What is expected: Write out the data in full, exactly as shown.
────────────────
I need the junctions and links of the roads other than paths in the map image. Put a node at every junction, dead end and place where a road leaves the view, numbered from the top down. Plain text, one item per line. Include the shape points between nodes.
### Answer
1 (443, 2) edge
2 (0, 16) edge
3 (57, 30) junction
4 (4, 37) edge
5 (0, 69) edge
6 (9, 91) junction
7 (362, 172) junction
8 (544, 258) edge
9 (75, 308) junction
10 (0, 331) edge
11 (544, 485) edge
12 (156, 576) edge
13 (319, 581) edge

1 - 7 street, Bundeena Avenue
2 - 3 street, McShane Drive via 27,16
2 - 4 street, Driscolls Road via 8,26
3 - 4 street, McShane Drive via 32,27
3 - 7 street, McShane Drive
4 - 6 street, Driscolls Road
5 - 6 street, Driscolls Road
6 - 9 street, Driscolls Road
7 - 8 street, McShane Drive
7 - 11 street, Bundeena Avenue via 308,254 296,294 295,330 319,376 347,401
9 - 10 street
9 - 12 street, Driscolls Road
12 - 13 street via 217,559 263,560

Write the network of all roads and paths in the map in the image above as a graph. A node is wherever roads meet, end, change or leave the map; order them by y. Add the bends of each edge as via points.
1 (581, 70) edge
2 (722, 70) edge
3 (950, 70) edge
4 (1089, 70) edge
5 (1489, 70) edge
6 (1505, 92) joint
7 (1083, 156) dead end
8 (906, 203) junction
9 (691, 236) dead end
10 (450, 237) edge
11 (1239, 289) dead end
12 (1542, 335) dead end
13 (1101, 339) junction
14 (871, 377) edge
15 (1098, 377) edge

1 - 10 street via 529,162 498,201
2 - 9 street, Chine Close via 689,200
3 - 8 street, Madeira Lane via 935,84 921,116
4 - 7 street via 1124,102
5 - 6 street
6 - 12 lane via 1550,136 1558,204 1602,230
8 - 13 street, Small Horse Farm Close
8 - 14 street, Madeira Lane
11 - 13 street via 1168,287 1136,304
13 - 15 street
────────────────
Task result:
I need the junctions and links of the roads other than paths in the map image. Put a node at every junction, dead end and place where a road leaves the view, numbered from the top down. Plain text, one item per line. Include the shape points between nodes.
### Answer
1 (443, 2) edge
2 (0, 16) edge
3 (57, 30) junction
4 (4, 37) edge
5 (0, 69) edge
6 (9, 91) junction
7 (362, 172) junction
8 (544, 258) edge
9 (75, 308) junction
10 (0, 331) edge
11 (544, 485) edge
12 (156, 576) edge
13 (319, 581) edge

1 - 7 street, Bundeena Avenue
2 - 3 street, McShane Drive via 27,16
2 - 4 street, Driscolls Road via 8,26
3 - 4 street, McShane Drive via 32,27
3 - 7 street, McShane Drive
4 - 6 street, Driscolls Road
5 - 6 street, Driscolls Road
6 - 9 street, Driscolls Road
7 - 8 street, McShane Drive
7 - 11 street, Bundeena Avenue via 308,254 296,294 295,330 319,376 347,401
9 - 10 street
9 - 12 street, Driscolls Road
12 - 13 street via 217,559 263,560

Write the network of all roads and paths in the map in the image above as a graph. A node is wherever roads meet, end, change or leave the map; order them by y. Add the bends of each edge as via points.
1 (581, 70) edge
2 (722, 70) edge
3 (950, 70) edge
4 (1089, 70) edge
5 (1489, 70) edge
6 (1505, 92) joint
7 (1083, 156) dead end
8 (906, 203) junction
9 (691, 236) dead end
10 (450, 237) edge
11 (1239, 289) dead end
12 (1542, 335) dead end
13 (1101, 339) junction
14 (871, 377) edge
15 (1098, 377) edge

1 - 10 street via 529,162 498,201
2 - 9 street, Chine Close via 689,200
3 - 8 street, Madeira Lane via 935,84 921,116
4 - 7 street via 1124,102
5 - 6 street
6 - 12 lane via 1550,136 1558,204 1602,230
8 - 13 street, Small Horse Farm Close
8 - 14 street, Madeira Lane
11 - 13 street via 1168,287 1136,304
13 - 15 street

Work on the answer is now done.